▸ TASK BRIEF:
Scan the material and copy every line in which "Arhgo" appears.

▸ DATA TO EXAMINE:
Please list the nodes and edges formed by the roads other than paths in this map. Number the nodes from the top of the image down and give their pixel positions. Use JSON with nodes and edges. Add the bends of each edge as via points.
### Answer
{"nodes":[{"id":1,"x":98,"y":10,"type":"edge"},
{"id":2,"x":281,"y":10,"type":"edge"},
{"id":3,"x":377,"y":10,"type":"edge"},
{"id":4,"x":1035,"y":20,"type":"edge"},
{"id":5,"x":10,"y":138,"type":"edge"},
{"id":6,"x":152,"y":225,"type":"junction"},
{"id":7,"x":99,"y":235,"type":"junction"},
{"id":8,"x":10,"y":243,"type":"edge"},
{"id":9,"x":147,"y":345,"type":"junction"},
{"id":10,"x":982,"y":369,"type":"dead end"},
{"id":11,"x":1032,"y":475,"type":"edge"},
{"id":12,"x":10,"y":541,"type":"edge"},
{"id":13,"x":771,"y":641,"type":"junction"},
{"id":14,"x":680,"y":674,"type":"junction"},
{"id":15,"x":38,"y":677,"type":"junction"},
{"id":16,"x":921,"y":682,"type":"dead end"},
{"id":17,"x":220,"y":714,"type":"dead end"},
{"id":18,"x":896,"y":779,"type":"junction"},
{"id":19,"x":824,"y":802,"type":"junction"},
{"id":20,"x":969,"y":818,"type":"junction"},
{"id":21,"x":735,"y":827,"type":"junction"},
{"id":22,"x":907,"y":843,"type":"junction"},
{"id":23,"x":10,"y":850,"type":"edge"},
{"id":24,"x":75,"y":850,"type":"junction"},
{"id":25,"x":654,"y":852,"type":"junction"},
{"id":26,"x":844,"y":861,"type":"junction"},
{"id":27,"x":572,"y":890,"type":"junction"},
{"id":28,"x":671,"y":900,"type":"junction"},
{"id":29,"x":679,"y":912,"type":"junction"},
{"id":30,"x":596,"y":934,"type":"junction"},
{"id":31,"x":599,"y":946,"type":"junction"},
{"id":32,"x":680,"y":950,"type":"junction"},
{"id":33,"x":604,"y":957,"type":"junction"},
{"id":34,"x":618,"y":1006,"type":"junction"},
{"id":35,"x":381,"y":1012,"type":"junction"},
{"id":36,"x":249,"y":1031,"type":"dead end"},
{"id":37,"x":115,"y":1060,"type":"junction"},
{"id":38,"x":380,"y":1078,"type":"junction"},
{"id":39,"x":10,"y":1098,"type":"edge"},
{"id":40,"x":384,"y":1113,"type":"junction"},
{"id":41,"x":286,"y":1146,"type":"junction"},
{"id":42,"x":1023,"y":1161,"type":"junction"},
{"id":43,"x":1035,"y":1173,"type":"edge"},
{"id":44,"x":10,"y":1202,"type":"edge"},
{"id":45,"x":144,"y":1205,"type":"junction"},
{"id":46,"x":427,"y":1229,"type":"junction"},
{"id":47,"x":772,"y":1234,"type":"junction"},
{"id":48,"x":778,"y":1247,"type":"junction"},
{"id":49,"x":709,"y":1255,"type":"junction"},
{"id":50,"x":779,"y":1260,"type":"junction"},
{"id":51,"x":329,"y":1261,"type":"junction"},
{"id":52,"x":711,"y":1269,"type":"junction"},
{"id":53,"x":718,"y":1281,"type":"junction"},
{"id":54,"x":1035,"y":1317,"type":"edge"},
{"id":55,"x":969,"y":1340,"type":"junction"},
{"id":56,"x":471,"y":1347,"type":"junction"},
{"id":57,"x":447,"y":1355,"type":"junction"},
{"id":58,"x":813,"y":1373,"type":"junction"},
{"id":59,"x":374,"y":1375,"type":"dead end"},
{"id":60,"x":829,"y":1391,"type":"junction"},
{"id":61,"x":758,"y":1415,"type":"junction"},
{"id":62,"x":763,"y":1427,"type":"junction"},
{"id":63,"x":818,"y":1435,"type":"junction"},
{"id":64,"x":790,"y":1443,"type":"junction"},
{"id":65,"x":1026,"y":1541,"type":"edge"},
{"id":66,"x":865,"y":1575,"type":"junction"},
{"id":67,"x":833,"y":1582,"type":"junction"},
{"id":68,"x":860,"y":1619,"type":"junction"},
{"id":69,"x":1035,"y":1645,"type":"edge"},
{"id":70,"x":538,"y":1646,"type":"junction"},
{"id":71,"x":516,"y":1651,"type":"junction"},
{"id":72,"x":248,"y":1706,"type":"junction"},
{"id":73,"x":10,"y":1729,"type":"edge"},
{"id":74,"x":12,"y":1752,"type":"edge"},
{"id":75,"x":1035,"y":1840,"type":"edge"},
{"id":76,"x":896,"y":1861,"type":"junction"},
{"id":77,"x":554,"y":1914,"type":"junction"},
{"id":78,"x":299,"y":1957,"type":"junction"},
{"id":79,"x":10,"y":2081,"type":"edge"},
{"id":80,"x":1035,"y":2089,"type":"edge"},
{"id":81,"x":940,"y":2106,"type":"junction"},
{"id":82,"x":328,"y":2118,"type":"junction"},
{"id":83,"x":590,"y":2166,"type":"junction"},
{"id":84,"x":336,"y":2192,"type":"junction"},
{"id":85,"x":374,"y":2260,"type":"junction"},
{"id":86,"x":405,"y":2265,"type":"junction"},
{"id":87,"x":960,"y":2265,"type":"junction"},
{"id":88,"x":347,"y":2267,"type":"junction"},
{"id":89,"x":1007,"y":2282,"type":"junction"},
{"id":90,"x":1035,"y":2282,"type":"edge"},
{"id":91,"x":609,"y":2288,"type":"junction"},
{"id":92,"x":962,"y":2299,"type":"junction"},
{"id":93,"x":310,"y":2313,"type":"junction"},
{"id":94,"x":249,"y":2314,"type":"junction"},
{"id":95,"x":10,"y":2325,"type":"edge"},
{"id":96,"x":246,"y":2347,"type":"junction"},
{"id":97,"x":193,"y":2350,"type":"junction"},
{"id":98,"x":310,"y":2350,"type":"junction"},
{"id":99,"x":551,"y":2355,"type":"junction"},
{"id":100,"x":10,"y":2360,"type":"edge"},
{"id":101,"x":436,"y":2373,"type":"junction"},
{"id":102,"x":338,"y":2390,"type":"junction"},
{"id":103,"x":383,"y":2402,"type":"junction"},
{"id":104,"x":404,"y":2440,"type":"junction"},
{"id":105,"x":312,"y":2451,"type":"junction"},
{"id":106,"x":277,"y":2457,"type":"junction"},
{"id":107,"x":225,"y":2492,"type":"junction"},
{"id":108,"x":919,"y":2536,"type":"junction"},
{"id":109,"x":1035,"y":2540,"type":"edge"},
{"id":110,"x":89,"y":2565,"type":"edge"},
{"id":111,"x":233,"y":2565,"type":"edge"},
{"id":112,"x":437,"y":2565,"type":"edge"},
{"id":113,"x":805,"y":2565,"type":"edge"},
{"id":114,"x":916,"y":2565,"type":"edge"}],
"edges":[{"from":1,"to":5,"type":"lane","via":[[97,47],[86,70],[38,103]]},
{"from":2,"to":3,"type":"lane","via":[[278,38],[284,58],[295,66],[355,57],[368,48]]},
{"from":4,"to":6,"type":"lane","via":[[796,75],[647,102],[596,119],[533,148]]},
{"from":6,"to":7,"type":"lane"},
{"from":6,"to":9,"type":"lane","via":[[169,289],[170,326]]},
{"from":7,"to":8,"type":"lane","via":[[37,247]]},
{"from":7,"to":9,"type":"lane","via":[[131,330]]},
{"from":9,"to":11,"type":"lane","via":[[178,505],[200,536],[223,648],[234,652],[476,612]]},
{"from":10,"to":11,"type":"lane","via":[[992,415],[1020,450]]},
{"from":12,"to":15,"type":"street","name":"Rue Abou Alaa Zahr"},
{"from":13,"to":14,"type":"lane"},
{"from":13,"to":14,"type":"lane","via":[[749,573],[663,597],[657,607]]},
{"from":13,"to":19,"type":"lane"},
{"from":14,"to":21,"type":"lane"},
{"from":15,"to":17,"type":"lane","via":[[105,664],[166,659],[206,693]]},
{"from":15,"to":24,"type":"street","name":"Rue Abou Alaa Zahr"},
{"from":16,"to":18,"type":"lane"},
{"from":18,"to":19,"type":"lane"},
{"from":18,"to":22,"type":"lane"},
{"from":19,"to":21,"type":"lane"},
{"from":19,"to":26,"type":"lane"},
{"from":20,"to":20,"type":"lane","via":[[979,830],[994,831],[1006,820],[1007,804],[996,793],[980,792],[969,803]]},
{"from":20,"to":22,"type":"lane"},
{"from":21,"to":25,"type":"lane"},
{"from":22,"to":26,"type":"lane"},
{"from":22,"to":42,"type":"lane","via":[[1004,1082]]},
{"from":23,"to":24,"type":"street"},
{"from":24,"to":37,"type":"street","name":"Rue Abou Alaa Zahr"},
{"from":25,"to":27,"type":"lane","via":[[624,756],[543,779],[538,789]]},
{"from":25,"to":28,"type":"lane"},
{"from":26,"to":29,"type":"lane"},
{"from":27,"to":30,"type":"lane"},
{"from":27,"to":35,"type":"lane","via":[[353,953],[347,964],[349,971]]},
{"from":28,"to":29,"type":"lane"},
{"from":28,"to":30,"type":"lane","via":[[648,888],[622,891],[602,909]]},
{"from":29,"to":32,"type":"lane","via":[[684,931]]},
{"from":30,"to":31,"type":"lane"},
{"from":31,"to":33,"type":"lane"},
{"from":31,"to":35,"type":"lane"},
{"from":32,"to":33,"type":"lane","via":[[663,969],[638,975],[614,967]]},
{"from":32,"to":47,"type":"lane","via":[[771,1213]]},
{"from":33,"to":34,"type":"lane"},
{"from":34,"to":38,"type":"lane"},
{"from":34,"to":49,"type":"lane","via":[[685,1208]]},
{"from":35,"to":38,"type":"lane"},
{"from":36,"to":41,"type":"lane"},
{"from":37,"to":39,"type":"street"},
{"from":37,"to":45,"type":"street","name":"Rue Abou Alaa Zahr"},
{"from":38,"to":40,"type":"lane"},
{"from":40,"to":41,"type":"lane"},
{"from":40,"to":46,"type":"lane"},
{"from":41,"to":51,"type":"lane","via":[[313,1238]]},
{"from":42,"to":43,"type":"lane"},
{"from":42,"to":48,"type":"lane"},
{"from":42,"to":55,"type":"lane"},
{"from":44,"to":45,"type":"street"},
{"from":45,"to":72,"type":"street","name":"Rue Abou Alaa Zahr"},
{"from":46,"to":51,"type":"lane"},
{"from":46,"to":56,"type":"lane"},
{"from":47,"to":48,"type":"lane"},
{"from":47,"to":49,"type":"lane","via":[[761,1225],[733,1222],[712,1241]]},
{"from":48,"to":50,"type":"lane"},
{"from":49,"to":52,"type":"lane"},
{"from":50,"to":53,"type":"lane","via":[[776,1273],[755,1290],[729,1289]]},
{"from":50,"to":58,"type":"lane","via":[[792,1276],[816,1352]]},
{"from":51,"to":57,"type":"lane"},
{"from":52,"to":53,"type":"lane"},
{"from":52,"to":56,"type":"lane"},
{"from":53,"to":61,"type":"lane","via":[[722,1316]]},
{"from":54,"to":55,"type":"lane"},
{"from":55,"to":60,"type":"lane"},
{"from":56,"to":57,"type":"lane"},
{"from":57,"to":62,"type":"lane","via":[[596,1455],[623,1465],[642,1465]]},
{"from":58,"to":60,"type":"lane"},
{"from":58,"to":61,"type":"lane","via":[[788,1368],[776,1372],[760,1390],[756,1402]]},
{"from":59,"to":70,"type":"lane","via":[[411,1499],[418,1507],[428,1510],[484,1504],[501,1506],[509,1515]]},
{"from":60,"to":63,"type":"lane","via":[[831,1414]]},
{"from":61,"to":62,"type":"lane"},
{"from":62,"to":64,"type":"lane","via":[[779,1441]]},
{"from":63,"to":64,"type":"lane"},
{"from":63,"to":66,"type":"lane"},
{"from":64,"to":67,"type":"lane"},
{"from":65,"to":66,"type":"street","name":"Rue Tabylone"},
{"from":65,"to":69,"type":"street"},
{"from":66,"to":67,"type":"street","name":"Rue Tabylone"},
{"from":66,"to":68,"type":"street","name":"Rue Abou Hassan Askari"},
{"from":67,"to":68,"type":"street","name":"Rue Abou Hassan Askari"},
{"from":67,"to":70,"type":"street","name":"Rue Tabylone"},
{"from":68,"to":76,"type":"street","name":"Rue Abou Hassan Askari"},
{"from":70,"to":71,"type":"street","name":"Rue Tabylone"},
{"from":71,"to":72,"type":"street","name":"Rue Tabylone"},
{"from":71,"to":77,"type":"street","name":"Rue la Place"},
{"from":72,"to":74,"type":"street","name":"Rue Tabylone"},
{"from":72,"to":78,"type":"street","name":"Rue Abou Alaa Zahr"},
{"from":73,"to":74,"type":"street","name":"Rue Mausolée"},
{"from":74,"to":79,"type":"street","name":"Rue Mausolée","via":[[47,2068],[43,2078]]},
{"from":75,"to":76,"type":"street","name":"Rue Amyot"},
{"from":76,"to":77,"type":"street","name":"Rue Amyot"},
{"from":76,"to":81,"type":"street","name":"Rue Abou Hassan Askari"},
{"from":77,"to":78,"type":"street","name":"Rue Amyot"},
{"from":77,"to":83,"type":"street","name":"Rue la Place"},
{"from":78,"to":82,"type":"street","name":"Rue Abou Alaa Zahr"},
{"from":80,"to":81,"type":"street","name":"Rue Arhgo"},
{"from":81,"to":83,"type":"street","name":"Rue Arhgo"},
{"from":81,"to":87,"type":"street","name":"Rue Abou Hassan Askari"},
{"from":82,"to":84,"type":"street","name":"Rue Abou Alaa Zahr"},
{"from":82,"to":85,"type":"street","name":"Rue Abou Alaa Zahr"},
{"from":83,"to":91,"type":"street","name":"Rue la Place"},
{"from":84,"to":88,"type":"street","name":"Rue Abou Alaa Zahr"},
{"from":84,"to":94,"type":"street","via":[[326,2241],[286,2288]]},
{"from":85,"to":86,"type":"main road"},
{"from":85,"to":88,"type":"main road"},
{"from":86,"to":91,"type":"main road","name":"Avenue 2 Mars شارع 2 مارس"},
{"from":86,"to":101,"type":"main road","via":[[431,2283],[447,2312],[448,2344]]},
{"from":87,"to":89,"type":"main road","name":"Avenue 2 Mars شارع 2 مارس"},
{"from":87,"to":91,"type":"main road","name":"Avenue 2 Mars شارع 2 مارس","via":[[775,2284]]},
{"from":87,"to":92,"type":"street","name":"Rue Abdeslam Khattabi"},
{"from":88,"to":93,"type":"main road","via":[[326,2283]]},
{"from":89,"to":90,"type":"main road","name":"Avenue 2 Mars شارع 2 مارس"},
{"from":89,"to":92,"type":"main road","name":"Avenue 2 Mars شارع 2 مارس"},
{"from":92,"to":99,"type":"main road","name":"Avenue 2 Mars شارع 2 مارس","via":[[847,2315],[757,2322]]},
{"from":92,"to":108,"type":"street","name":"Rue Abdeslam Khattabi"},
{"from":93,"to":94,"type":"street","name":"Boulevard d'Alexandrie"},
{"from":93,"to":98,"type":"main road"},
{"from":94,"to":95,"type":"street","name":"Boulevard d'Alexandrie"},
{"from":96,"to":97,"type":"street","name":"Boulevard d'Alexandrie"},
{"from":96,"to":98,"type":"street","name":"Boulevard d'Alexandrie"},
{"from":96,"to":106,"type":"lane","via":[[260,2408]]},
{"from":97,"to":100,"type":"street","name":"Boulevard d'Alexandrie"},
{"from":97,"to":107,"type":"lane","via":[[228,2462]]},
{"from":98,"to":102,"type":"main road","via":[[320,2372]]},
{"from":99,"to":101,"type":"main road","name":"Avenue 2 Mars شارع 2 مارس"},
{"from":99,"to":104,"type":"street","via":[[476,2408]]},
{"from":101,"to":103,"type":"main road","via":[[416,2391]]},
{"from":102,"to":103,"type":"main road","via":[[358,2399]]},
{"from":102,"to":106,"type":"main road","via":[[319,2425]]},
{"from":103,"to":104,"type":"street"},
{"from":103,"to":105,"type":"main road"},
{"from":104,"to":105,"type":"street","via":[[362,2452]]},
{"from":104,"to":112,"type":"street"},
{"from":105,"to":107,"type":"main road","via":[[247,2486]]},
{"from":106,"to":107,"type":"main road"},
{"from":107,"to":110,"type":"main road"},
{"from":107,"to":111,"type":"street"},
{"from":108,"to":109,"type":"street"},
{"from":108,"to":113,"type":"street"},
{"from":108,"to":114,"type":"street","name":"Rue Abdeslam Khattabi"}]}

▸ ANSWER TO THIS TASK:
{"from":80,"to":81,"type":"street","name":"Rue Arhgo"},
{"from":81,"to":83,"type":"street","name":"Rue Arhgo"},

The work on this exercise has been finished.